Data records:
--
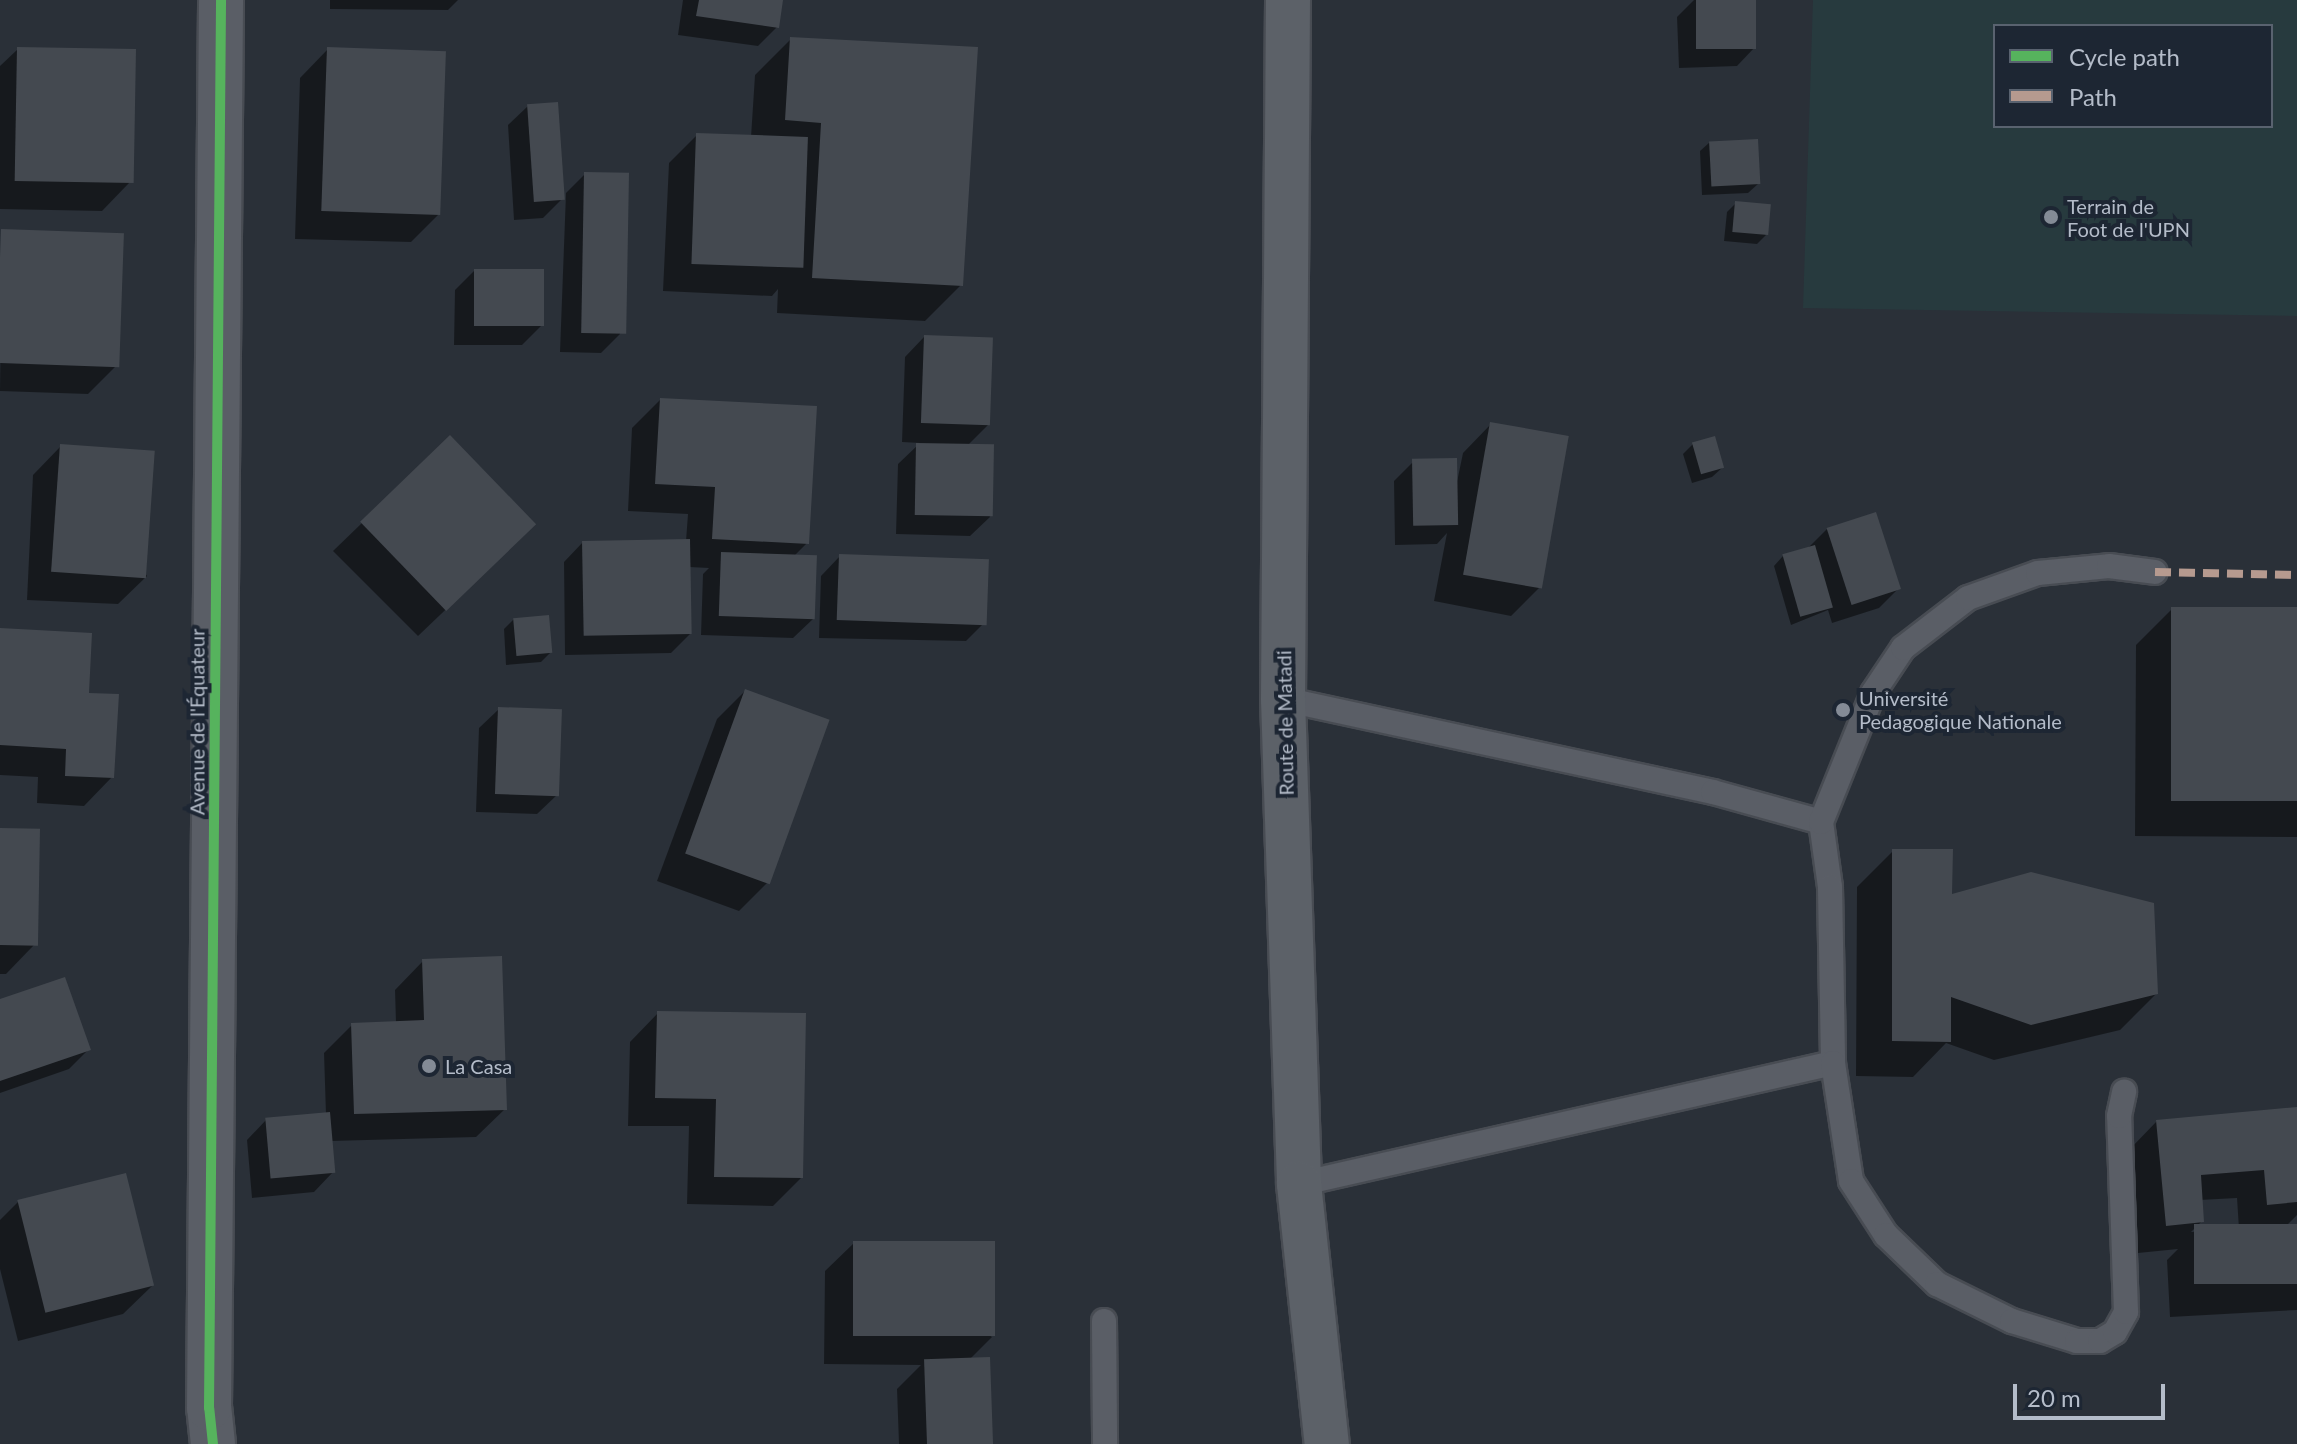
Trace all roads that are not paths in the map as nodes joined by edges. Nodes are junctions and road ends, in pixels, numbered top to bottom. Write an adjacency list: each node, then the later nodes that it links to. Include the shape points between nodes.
1 (221, 0): 10 (street, Avenue de l'Équateur, via 209,1393)
2 (1288, 0): 4 (main road, Route de Matadi)
3 (2155, 572): 5 (lane, via 2109,566 2038,573 1968,598 1903,648 1880,682)
4 (1283, 699): 5 (lane, via 1713,792); 8 (main road, Route de Matadi)
5 (1821, 822): 6 (lane, via 1830,887)
6 (1833, 1063): 7 (lane, via 1851,1181 1886,1235 1937,1284 2012,1321 2077,1341 2100,1341 2115,1332 2126,1312 2119,1116); 8 (lane)
7 (2124, 1092)
8 (1299, 1184): 12 (main road, Route de Matadi)
9 (1104, 1321): 11 (lane)
10 (213, 1444)
11 (1105, 1444)
12 (1327, 1444)

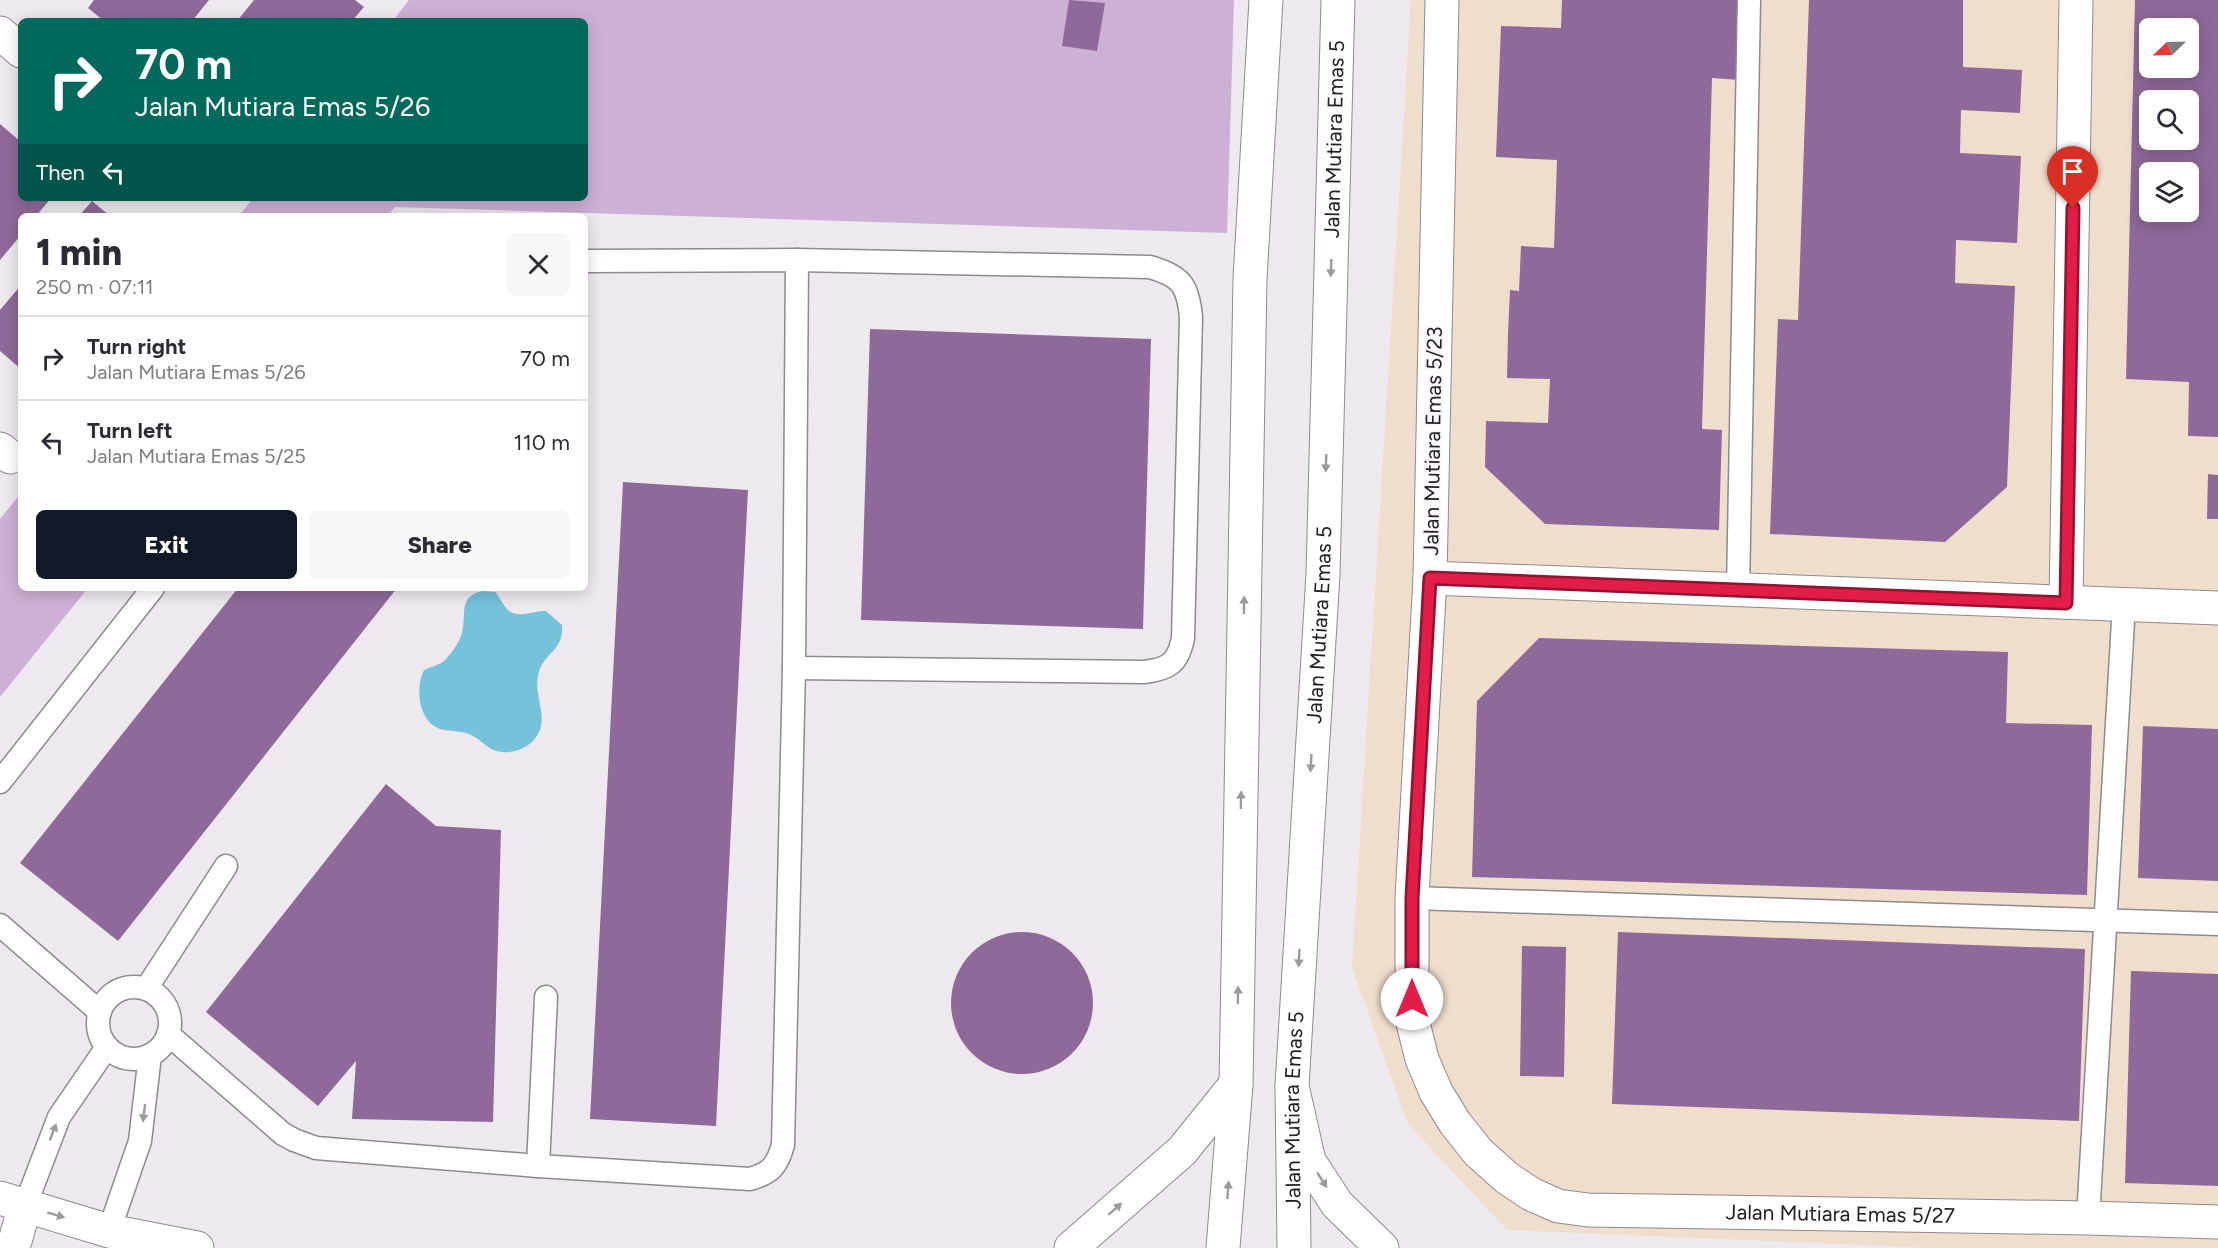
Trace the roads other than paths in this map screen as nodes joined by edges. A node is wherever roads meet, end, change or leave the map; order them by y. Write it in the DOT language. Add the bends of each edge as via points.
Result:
graph roads {
  1 [pos="1266,0"];
  2 [pos="1338,0"];
  3 [pos="1442,0"];
  4 [pos="1749,0"];
  5 [pos="2076,0"];
  6 [pos="0,33"];
  7 [pos="18,48"];
  8 [pos="797,260"];
  9 [pos="588,261"];
  10 [pos="1430,578"];
  11 [pos="1738,590"];
  12 [pos="151,591"];
  13 [pos="2066,603"];
  14 [pos="2124,604"];
  15 [pos="2218,608"];
  16 [pos="794,668"];
  17 [pos="0,782"];
  18 [pos="226,866"];
  19 [pos="1412,898"];
  20 [pos="2106,920"];
  21 [pos="2218,924"];
  22 [pos="0,925"];
  23 [pos="146,989"];
  24 [pos="546,997"];
  25 [pos="100,1012"];
  26 [pos="168,1034"];
  27 [pos="107,1047"];
  28 [pos="150,1055"];
  29 [pos="1236,1084"];
  30 [pos="1292,1086"];
  31 [pos="1478,1152"];
  32 [pos="538,1166"];
  33 [pos="13,1202"];
  34 [pos="2088,1218"];
  35 [pos="2218,1222"];
  36 [pos="107,1240"];
  37 [pos="13,1248"];
  38 [pos="197,1248"];
  39 [pos="1071,1248"];
  40 [pos="1223,1248"];
  41 [pos="1294,1248"];
  42 [pos="1382,1248"];
  29 -- 1 [label="street, one-way" via="1250,279"];
  2 -- 30 [label="street, Jalan Mutiara Emas 5, one-way" via="1323,574"];
  3 -- 10 [label="street, Jalan Mutiara Emas 5/23"];
  4 -- 11 [label="lane"];
  5 -- 13 [label="street"];
  6 -- 7 [label="street"];
  8 -- 9 [label="lane"];
  8 -- 16 [label="lane"];
  8 -- 16 [label="lane" via="1150,267 1167,272 1180,282 1189,295 1191,317 1183,638 1172,663 1162,670 1144,672"];
  10 -- 11 [label="street"];
  10 -- 19 [label="street, Jalan Mutiara Emas 5/23"];
  11 -- 13 [label="street"];
  12 -- 17 [label="lane"];
  13 -- 14 [label="street"];
  14 -- 15 [label="street"];
  14 -- 20 [label="lane"];
  16 -- 32 [label="lane" via="783,1145 779,1160 763,1176 750,1179"];
  18 -- 23 [label="lane"];
  19 -- 20 [label="lane"];
  19 -- 31 [label="street, Jalan Mutiara Emas 5/23" via="1414,1029 1436,1092"];
  20 -- 21 [label="lane"];
  20 -- 34 [label="lane"];
  22 -- 25 [label="lane"];
  23 -- 25 [label="lane" via="136,986 117,991"];
  23 -- 26 [label="lane" via="163,1002 168,1012"];
  24 -- 32 [label="lane"];
  25 -- 27 [label="lane" via="99,1031"];
  26 -- 28 [label="lane"];
  26 -- 32 [label="lane" via="279,1130 305,1144"];
  27 -- 28 [label="lane" via="128,1058"];
  33 -- 27 [label="lane, one-way" via="59,1117"];
  28 -- 36 [label="lane, one-way" via="140,1141"];
  39 -- 29 [label="street, one-way" via="1182,1151"];
  40 -- 29 [label="street, one-way"];
  30 -- 41 [label="street, Jalan Mutiara Emas 5"];
  30 -- 42 [label="street, one-way" via="1309,1161 1337,1204"];
  31 -- 34 [label="street, Jalan Mutiara Emas 5/27" via="1532,1194 1558,1206 1588,1210"];
  33 -- 36 [label="street, one-way"];
  33 -- 37 [label="street"];
  34 -- 35 [label="street, Jalan Mutiara Emas 5/27"];
  36 -- 38 [label="street"];
}
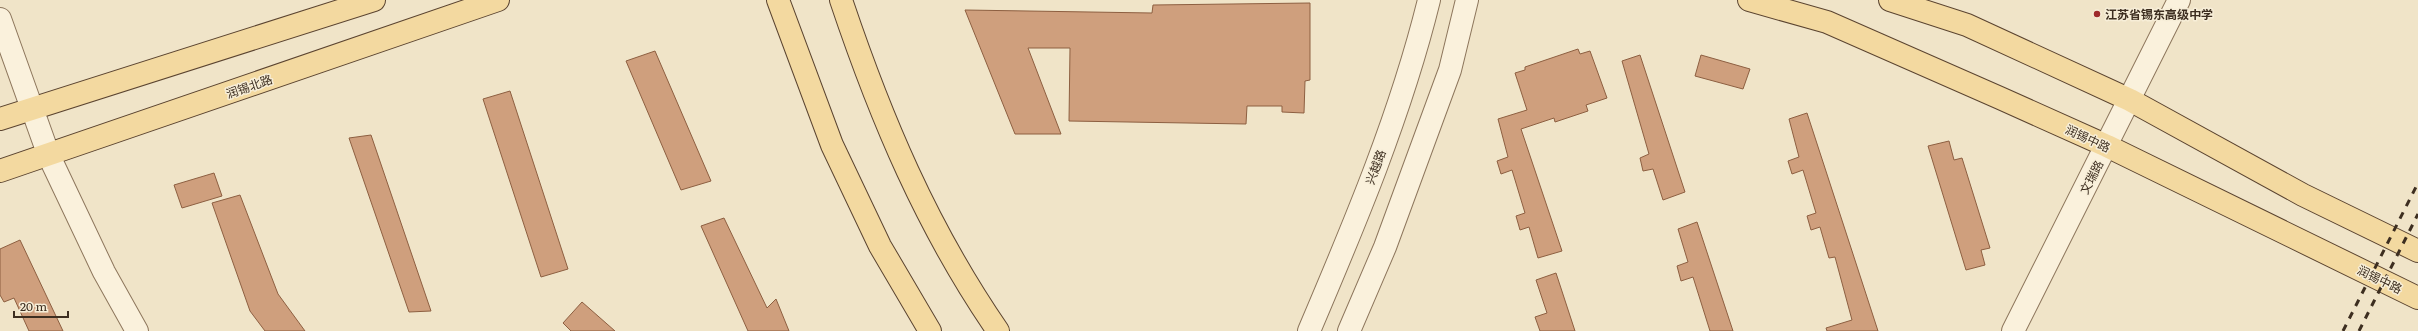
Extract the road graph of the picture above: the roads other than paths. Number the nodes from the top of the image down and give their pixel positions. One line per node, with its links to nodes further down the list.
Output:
1 (374, 0): 12 (main road)
2 (498, 0): 15 (main road, 润锡北路)
3 (778, 0): 20 (main road)
4 (841, 0): 21 (main road)
5 (1429, 0): 22 (street, 兴越路)
6 (1467, 0): 23 (street)
7 (1749, 0): 14 (main road, 润锡中路)
8 (1890, 0): 11 (main road)
9 (2179, 0): 11 (street, 文瑞路)
10 (0, 19): 12 (street)
11 (2130, 100): 14 (street, 文瑞路); 17 (main road)
12 (32, 109): 13 (main road); 15 (street)
13 (0, 119)
14 (2107, 146): 18 (main road, 润锡中路); 24 (street, 文瑞路)
15 (49, 156): 16 (main road, 润锡北路); 19 (street)
16 (0, 171)
17 (2418, 251)
18 (2418, 298)
19 (137, 331)
20 (930, 331)
21 (998, 331)
22 (1309, 331)
23 (1350, 331)
24 (2013, 331)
--
- [Work request] Please go line by line through the records above, copying each one that holds the string "points".

- [Answer section]
Trace all roads that are not paths in the map as nodes joined by edges. Nodes are junctions and road ends, in pixels, numbered top to bottom. Write an adjacency list: each node, then the later nodes that it links to. Include the shape points between nodes.
Trace the roads other than paths in this map screen as nodes joined by edges. A node is wherever roads meet, end, change or leave the map; order them by y. Write it in the DOT language. Add the bends of each edge as via points.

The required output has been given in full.